[[ Records for this task open ]]

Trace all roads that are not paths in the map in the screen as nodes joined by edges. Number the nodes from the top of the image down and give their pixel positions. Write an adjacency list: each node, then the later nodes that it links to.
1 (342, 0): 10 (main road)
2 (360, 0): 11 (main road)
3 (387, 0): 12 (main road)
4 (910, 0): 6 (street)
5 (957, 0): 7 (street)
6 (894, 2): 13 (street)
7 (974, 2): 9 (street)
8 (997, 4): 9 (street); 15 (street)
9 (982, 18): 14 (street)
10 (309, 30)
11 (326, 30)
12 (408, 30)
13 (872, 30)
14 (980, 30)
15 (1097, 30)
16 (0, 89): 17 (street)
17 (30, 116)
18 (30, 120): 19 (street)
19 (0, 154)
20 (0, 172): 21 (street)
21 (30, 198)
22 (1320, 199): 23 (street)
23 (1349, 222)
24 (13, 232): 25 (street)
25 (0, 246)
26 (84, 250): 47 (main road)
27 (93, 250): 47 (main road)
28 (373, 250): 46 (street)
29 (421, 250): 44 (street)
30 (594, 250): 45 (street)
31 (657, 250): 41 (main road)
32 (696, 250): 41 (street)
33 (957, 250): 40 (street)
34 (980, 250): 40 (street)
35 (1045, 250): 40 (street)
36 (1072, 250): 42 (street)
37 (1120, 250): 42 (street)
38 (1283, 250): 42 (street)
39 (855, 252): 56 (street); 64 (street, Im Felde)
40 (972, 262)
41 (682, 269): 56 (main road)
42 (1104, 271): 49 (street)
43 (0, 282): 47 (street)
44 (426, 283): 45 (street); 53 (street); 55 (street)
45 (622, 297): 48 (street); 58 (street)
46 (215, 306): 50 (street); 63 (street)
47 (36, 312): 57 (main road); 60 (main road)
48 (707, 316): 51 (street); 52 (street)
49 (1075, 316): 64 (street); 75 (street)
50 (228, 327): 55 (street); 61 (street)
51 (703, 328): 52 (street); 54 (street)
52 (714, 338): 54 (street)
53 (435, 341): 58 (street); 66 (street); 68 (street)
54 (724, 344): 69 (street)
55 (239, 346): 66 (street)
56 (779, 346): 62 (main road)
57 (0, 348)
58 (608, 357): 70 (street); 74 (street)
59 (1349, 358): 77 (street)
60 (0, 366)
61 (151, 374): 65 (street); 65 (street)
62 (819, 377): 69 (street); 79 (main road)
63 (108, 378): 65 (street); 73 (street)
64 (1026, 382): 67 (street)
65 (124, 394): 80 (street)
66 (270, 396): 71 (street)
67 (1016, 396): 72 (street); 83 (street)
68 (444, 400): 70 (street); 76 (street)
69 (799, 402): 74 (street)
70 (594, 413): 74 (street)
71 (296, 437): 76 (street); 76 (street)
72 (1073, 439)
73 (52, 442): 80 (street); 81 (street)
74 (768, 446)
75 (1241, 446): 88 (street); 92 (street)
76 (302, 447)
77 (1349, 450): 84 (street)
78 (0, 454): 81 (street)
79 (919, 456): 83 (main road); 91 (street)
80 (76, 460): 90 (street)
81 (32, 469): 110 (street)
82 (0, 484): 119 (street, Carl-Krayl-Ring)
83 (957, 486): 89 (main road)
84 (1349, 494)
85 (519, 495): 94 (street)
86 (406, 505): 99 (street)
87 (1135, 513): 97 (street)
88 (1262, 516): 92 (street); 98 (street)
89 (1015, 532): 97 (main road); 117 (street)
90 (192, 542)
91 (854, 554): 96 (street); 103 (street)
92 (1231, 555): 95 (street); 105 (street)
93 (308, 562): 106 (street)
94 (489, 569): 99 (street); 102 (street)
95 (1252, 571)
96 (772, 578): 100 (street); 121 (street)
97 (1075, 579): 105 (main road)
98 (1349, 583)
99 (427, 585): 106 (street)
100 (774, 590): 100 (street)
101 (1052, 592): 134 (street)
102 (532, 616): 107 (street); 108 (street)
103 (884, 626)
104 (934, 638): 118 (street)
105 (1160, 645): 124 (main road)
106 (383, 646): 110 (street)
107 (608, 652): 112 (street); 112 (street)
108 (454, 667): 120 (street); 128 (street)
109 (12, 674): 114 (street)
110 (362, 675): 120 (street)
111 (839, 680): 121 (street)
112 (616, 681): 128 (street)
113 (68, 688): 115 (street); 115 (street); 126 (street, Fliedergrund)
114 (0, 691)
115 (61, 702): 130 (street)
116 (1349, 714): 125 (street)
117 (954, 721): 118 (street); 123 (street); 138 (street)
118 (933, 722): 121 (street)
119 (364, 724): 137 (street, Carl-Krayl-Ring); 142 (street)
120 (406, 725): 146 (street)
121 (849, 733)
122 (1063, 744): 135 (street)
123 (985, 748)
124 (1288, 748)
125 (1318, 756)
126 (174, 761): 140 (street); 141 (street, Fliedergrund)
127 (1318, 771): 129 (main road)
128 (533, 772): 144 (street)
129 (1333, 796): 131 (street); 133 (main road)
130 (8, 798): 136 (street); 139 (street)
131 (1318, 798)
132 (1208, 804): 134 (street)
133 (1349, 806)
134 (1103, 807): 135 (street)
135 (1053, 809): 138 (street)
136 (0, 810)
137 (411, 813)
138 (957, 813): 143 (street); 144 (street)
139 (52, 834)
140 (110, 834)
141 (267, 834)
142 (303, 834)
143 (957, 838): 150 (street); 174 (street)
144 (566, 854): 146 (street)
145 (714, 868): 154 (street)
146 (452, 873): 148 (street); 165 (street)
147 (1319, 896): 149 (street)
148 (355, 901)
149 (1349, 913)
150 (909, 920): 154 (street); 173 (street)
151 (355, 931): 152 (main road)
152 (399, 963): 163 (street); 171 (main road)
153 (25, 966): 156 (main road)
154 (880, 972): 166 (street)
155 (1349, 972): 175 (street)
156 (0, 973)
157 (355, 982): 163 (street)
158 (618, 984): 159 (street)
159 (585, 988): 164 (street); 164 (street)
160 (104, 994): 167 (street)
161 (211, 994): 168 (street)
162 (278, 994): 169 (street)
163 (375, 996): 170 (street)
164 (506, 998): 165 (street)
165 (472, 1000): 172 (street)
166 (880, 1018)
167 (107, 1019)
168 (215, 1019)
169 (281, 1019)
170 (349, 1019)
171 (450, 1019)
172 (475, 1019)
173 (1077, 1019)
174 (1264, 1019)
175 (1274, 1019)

[[ Records for this task closed ]]

What this task involves >> Write the data back out verbatim.

Response for this exercise >>
Trace all roads that are not paths in the map in the screen as nodes joined by edges. Number the nodes from the top of the image down and give their pixel positions. Write an adjacency list: each node, then the later nodes that it links to.
1 (342, 0): 10 (main road)
2 (360, 0): 11 (main road)
3 (387, 0): 12 (main road)
4 (910, 0): 6 (street)
5 (957, 0): 7 (street)
6 (894, 2): 13 (street)
7 (974, 2): 9 (street)
8 (997, 4): 9 (street); 15 (street)
9 (982, 18): 14 (street)
10 (309, 30)
11 (326, 30)
12 (408, 30)
13 (872, 30)
14 (980, 30)
15 (1097, 30)
16 (0, 89): 17 (street)
17 (30, 116)
18 (30, 120): 19 (street)
19 (0, 154)
20 (0, 172): 21 (street)
21 (30, 198)
22 (1320, 199): 23 (street)
23 (1349, 222)
24 (13, 232): 25 (street)
25 (0, 246)
26 (84, 250): 47 (main road)
27 (93, 250): 47 (main road)
28 (373, 250): 46 (street)
29 (421, 250): 44 (street)
30 (594, 250): 45 (street)
31 (657, 250): 41 (main road)
32 (696, 250): 41 (street)
33 (957, 250): 40 (street)
34 (980, 250): 40 (street)
35 (1045, 250): 40 (street)
36 (1072, 250): 42 (street)
37 (1120, 250): 42 (street)
38 (1283, 250): 42 (street)
39 (855, 252): 56 (street); 64 (street, Im Felde)
40 (972, 262)
41 (682, 269): 56 (main road)
42 (1104, 271): 49 (street)
43 (0, 282): 47 (street)
44 (426, 283): 45 (street); 53 (street); 55 (street)
45 (622, 297): 48 (street); 58 (street)
46 (215, 306): 50 (street); 63 (street)
47 (36, 312): 57 (main road); 60 (main road)
48 (707, 316): 51 (street); 52 (street)
49 (1075, 316): 64 (street); 75 (street)
50 (228, 327): 55 (street); 61 (street)
51 (703, 328): 52 (street); 54 (street)
52 (714, 338): 54 (street)
53 (435, 341): 58 (street); 66 (street); 68 (street)
54 (724, 344): 69 (street)
55 (239, 346): 66 (street)
56 (779, 346): 62 (main road)
57 (0, 348)
58 (608, 357): 70 (street); 74 (street)
59 (1349, 358): 77 (street)
60 (0, 366)
61 (151, 374): 65 (street); 65 (street)
62 (819, 377): 69 (street); 79 (main road)
63 (108, 378): 65 (street); 73 (street)
64 (1026, 382): 67 (street)
65 (124, 394): 80 (street)
66 (270, 396): 71 (street)
67 (1016, 396): 72 (street); 83 (street)
68 (444, 400): 70 (street); 76 (street)
69 (799, 402): 74 (street)
70 (594, 413): 74 (street)
71 (296, 437): 76 (street); 76 (street)
72 (1073, 439)
73 (52, 442): 80 (street); 81 (street)
74 (768, 446)
75 (1241, 446): 88 (street); 92 (street)
76 (302, 447)
77 (1349, 450): 84 (street)
78 (0, 454): 81 (street)
79 (919, 456): 83 (main road); 91 (street)
80 (76, 460): 90 (street)
81 (32, 469): 110 (street)
82 (0, 484): 119 (street, Carl-Krayl-Ring)
83 (957, 486): 89 (main road)
84 (1349, 494)
85 (519, 495): 94 (street)
86 (406, 505): 99 (street)
87 (1135, 513): 97 (street)
88 (1262, 516): 92 (street); 98 (street)
89 (1015, 532): 97 (main road); 117 (street)
90 (192, 542)
91 (854, 554): 96 (street); 103 (street)
92 (1231, 555): 95 (street); 105 (street)
93 (308, 562): 106 (street)
94 (489, 569): 99 (street); 102 (street)
95 (1252, 571)
96 (772, 578): 100 (street); 121 (street)
97 (1075, 579): 105 (main road)
98 (1349, 583)
99 (427, 585): 106 (street)
100 (774, 590): 100 (street)
101 (1052, 592): 134 (street)
102 (532, 616): 107 (street); 108 (street)
103 (884, 626)
104 (934, 638): 118 (street)
105 (1160, 645): 124 (main road)
106 (383, 646): 110 (street)
107 (608, 652): 112 (street); 112 (street)
108 (454, 667): 120 (street); 128 (street)
109 (12, 674): 114 (street)
110 (362, 675): 120 (street)
111 (839, 680): 121 (street)
112 (616, 681): 128 (street)
113 (68, 688): 115 (street); 115 (street); 126 (street, Fliedergrund)
114 (0, 691)
115 (61, 702): 130 (street)
116 (1349, 714): 125 (street)
117 (954, 721): 118 (street); 123 (street); 138 (street)
118 (933, 722): 121 (street)
119 (364, 724): 137 (street, Carl-Krayl-Ring); 142 (street)
120 (406, 725): 146 (street)
121 (849, 733)
122 (1063, 744): 135 (street)
123 (985, 748)
124 (1288, 748)
125 (1318, 756)
126 (174, 761): 140 (street); 141 (street, Fliedergrund)
127 (1318, 771): 129 (main road)
128 (533, 772): 144 (street)
129 (1333, 796): 131 (street); 133 (main road)
130 (8, 798): 136 (street); 139 (street)
131 (1318, 798)
132 (1208, 804): 134 (street)
133 (1349, 806)
134 (1103, 807): 135 (street)
135 (1053, 809): 138 (street)
136 (0, 810)
137 (411, 813)
138 (957, 813): 143 (street); 144 (street)
139 (52, 834)
140 (110, 834)
141 (267, 834)
142 (303, 834)
143 (957, 838): 150 (street); 174 (street)
144 (566, 854): 146 (street)
145 (714, 868): 154 (street)
146 (452, 873): 148 (street); 165 (street)
147 (1319, 896): 149 (street)
148 (355, 901)
149 (1349, 913)
150 (909, 920): 154 (street); 173 (street)
151 (355, 931): 152 (main road)
152 (399, 963): 163 (street); 171 (main road)
153 (25, 966): 156 (main road)
154 (880, 972): 166 (street)
155 (1349, 972): 175 (street)
156 (0, 973)
157 (355, 982): 163 (street)
158 (618, 984): 159 (street)
159 (585, 988): 164 (street); 164 (street)
160 (104, 994): 167 (street)
161 (211, 994): 168 (street)
162 (278, 994): 169 (street)
163 (375, 996): 170 (street)
164 (506, 998): 165 (street)
165 (472, 1000): 172 (street)
166 (880, 1018)
167 (107, 1019)
168 (215, 1019)
169 (281, 1019)
170 (349, 1019)
171 (450, 1019)
172 (475, 1019)
173 (1077, 1019)
174 (1264, 1019)
175 (1274, 1019)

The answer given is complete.